[Work instruction]: Search the records for the string "Lazara" and return each line that has it.

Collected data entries
_ _ _ _ _ _ _

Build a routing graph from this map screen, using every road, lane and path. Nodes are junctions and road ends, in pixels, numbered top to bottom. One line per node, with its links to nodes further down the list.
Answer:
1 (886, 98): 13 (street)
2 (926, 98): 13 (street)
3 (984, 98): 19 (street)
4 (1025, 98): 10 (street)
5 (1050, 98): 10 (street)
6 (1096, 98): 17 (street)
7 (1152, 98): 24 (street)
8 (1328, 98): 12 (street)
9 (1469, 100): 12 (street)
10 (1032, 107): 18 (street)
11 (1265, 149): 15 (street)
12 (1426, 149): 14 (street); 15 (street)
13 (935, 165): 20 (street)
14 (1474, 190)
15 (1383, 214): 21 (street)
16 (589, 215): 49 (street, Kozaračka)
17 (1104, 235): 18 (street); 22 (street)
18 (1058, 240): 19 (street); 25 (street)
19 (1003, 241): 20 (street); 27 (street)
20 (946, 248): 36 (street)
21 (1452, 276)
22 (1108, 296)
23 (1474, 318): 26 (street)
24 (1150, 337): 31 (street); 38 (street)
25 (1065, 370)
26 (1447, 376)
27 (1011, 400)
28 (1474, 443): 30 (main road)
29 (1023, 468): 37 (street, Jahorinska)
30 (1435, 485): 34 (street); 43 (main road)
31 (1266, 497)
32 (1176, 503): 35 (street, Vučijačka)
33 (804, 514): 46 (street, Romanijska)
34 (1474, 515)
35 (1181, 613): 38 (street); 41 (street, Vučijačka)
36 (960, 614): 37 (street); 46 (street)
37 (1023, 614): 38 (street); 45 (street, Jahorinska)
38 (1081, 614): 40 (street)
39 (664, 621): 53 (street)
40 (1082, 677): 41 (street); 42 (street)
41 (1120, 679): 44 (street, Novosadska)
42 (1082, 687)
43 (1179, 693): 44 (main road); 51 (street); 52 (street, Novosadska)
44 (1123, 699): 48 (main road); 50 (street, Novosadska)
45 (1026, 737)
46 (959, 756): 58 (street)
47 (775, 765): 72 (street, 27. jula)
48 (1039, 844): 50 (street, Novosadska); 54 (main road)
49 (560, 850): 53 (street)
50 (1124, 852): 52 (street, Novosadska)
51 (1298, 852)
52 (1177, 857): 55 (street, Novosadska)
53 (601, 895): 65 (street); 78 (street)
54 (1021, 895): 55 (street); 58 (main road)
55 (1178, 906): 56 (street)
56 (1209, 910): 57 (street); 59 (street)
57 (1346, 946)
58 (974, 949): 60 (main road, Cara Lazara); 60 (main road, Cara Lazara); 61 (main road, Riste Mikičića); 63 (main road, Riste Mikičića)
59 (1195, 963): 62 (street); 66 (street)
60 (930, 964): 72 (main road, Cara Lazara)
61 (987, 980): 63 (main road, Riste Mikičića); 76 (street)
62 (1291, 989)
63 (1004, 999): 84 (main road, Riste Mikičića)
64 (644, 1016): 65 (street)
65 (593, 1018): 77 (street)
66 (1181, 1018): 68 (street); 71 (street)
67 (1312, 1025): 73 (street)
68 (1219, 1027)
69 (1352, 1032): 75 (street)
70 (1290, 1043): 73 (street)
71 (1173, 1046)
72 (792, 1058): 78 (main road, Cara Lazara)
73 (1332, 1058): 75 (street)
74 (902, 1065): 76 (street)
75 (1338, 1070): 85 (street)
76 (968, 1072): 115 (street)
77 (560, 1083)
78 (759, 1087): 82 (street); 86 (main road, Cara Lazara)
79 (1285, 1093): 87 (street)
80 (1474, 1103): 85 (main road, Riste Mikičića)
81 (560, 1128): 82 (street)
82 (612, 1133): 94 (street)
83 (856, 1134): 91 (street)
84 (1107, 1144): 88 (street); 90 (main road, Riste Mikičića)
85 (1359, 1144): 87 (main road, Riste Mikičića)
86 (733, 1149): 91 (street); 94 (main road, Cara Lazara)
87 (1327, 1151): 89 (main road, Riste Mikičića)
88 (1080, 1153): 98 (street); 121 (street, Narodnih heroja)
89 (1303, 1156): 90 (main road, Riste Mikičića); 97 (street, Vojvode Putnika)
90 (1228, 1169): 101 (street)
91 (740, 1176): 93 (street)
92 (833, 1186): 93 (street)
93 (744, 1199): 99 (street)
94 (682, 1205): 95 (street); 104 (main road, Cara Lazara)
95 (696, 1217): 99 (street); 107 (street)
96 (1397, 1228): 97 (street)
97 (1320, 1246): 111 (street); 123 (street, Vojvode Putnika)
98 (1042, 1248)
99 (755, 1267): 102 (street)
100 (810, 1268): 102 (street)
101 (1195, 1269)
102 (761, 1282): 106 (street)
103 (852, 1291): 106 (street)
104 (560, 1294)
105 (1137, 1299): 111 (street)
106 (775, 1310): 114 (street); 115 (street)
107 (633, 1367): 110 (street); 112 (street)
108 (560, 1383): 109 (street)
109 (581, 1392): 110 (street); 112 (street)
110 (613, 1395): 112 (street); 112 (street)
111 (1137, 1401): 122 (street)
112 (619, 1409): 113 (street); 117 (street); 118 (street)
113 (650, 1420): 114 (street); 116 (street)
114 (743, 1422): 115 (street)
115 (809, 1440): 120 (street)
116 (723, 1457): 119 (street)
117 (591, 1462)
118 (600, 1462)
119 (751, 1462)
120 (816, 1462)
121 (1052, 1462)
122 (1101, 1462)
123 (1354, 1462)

_ _ _ _ _ _ _

[Solution to this task]:
58 (974, 949): 60 (main road, Cara Lazara); 60 (main road, Cara Lazara); 61 (main road, Riste Mikičića); 63 (main road, Riste Mikičića)
60 (930, 964): 72 (main road, Cara Lazara)
72 (792, 1058): 78 (main road, Cara Lazara)
78 (759, 1087): 82 (street); 86 (main road, Cara Lazara)
86 (733, 1149): 91 (street); 94 (main road, Cara Lazara)
94 (682, 1205): 95 (street); 104 (main road, Cara Lazara)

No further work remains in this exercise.